- **EXERCISE AIM**: Count lines with "paths" below; give only the number.

BEGIN RECORDS SHOWN

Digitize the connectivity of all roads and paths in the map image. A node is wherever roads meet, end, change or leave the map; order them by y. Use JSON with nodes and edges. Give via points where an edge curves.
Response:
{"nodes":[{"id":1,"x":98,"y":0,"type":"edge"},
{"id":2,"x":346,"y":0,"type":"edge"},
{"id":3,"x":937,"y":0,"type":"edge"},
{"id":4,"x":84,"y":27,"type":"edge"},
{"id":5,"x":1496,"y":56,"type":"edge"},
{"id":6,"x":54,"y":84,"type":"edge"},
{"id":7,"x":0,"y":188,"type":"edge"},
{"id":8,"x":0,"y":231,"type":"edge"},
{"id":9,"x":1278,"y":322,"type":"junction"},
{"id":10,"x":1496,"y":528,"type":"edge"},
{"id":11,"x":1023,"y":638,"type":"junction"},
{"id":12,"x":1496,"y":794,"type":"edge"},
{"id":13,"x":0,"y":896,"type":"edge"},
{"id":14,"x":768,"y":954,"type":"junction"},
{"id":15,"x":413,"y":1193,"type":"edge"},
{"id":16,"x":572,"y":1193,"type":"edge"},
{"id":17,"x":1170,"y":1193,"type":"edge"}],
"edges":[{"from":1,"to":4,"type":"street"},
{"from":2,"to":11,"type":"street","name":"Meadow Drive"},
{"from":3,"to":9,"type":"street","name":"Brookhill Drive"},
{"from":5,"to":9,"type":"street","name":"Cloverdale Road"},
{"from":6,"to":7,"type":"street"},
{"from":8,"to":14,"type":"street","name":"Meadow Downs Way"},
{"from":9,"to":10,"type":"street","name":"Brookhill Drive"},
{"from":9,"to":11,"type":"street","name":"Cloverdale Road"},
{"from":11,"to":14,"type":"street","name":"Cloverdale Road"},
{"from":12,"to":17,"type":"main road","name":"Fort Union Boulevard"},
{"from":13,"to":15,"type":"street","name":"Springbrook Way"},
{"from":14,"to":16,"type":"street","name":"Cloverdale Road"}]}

END RECORDS SHOWN
BEGIN RECORDS SHOWN

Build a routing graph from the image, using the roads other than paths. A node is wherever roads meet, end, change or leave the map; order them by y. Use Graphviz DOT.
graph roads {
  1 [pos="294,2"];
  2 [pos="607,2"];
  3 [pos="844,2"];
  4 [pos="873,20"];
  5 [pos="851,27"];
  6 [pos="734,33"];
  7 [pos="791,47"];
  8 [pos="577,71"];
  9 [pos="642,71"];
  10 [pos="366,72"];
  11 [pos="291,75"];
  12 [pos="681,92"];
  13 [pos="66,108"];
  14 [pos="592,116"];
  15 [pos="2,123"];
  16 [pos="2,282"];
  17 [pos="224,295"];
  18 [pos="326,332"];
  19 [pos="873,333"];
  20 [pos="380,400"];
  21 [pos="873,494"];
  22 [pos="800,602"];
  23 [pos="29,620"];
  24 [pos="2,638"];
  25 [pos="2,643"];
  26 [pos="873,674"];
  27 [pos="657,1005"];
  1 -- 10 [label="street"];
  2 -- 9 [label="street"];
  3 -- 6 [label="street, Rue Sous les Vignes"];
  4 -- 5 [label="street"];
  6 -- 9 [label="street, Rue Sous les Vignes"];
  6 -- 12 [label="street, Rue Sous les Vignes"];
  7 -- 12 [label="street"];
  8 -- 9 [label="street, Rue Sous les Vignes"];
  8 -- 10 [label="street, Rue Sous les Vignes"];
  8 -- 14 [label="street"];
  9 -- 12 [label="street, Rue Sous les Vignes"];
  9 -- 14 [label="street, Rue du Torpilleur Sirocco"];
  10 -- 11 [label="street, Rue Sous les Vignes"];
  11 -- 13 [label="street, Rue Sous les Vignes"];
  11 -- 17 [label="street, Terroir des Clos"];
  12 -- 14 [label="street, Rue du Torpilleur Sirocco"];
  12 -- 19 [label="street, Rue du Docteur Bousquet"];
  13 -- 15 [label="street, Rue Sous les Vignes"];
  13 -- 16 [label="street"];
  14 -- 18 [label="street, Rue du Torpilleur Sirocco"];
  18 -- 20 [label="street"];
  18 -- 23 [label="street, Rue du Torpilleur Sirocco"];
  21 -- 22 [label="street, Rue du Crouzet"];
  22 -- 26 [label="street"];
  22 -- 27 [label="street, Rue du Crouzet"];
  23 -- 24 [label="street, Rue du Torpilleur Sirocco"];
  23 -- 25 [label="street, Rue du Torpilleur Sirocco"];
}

END RECORDS SHOWN

- **RESPONSE**: 2